"Rob her? What do you mean, Kate? If you were not my own cousin I'd make you prove your words," said Marion angrily. "What do you mean, I say? If you are a thief, begging me to give you her postage-stamps, I am not; I can buy postage-stamps for myself."
"I did not ask you for Mrs. Maple's stamps," said Kate indignantly; "I asked you to lend me your own until I could pay you for them."
"Lend you my own! why, you knew I had not got any," exclaimed Marion. "Where was I to get them but out of the desk?"
"Well, I've kept account of how many stamps I have had, and you shall put them back. But it was not the stamps I was thinking of, Marion."
"Oh, no, of course not; we never see ourselves as other people see us."
"I told you William came in this afternoon. Well, he ate a good deal of pastry off the plates, and then gave me twopence for some buns, expecting half a dozen, I suppose, for he was very much surprised that I only gave him two, and said he was always served at the wholesale price, and then went away without paying for anything he had eaten."
"Well, suppose he did?" said Marion, coolly, "didn't he tell you he was keeping an account with me?"
"He told me to tell you he would settle with you about that."
"Well, what more do you want? How dare you charge me with being a thief? The idea of your coming here and saying such things of me, who was here long before you were! It only shows what a bad, wicked girl you must be, and what you would do yourself if you only had the chance. I have a great mind to go to Mrs. Maple this minute, and tell her what a dangerous person she has in her house, and how we have all been deceived in you."

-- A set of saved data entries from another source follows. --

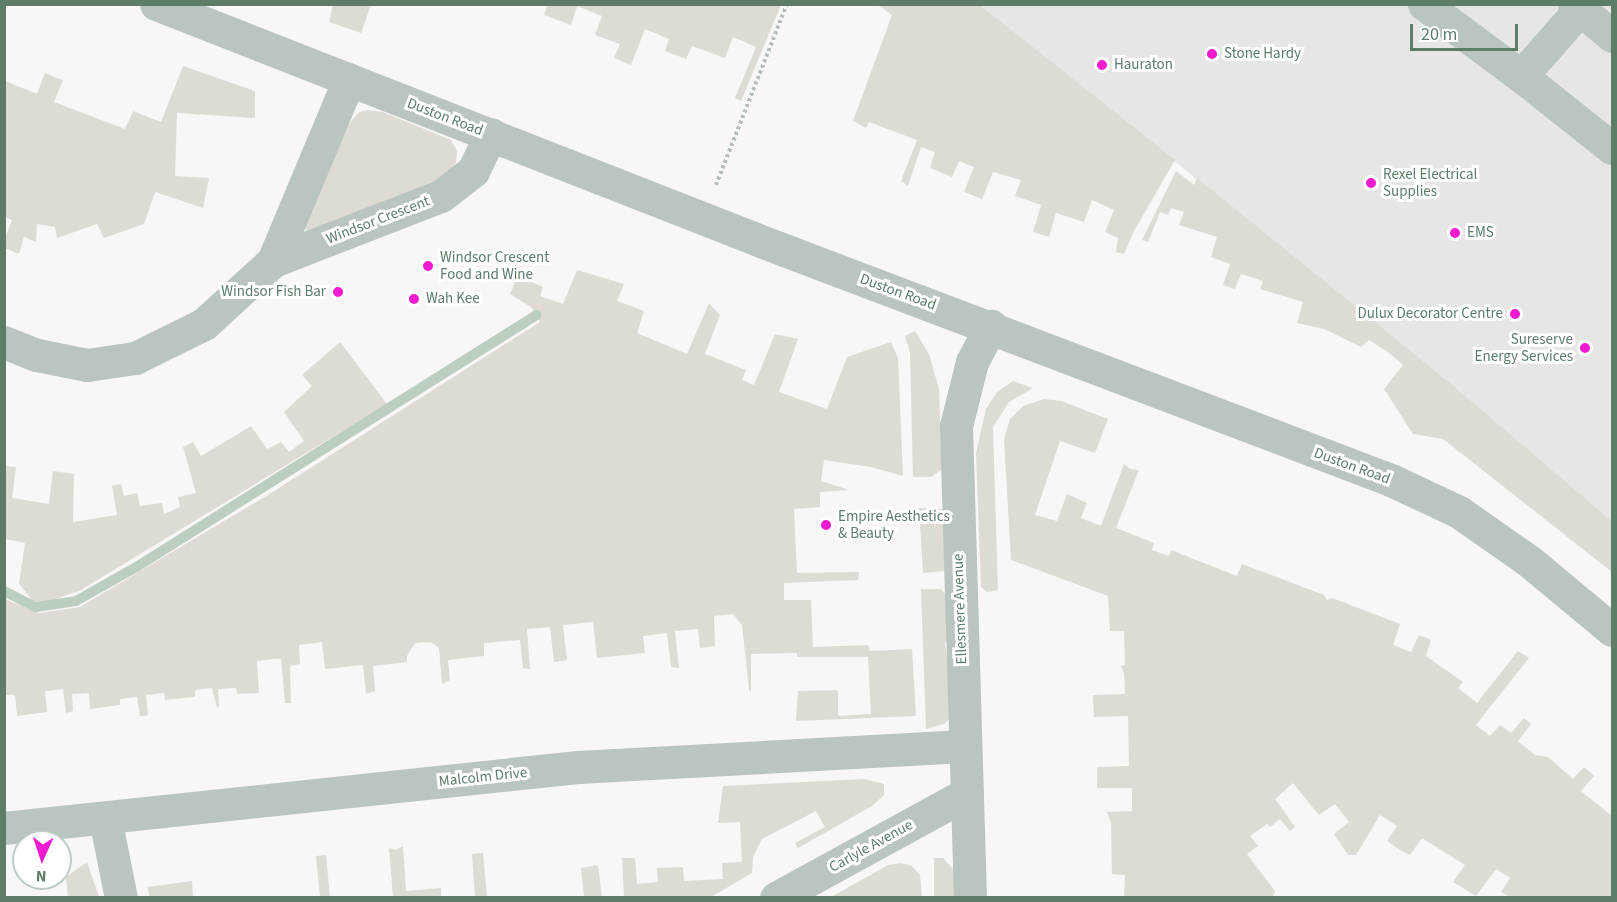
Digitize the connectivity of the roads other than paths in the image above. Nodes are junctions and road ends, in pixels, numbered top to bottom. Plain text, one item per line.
1 (156, 4) edge
2 (1424, 4) edge
3 (1577, 7) edge
4 (1612, 36) edge
5 (1521, 76) junction
6 (349, 79) junction
7 (492, 134) junction
8 (1612, 148) edge
9 (273, 261) junction
10 (991, 326) junction
11 (4, 342) edge
12 (1612, 630) edge
13 (964, 746) junction
14 (966, 794) junction
15 (105, 818) junction
16 (4, 828) edge
17 (121, 897) edge
18 (776, 897) edge
19 (970, 897) edge

1 - 6 street, Duston Road
2 - 5 street
3 - 4 street
3 - 5 street
5 - 8 street
6 - 7 street, Duston Road
6 - 9 street, Windsor Crescent
7 - 9 street, Windsor Crescent
7 - 10 street, Duston Road
9 - 11 street, Windsor Crescent
10 - 12 street, Duston Road
10 - 13 street, Ellesmere Avenue
13 - 14 street, Ellesmere Avenue
13 - 15 street, Malcolm Drive
14 - 18 street, Carlyle Avenue
14 - 19 street, Ellesmere Avenue
15 - 16 street, Malcolm Drive
15 - 17 street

Marion had almost talked herself out of breath, and Kate out of her suspicions. As her cousin went upstairs to take off her things Kate began to feel like a culprit in the matter, as though she ought to beg her cousin's pardon for judging her unjustly; and yet when she was left alone again calmly to think over all that had happened that afternoon and many previous afternoons, she could not but think that her suspicions were correct; she rather dreaded Marion coming down again, but, to her surprise, Marion seemed to have forgotten her anger by the time she appeared, and came into the shop smiling and pleasant as though nothing had happened.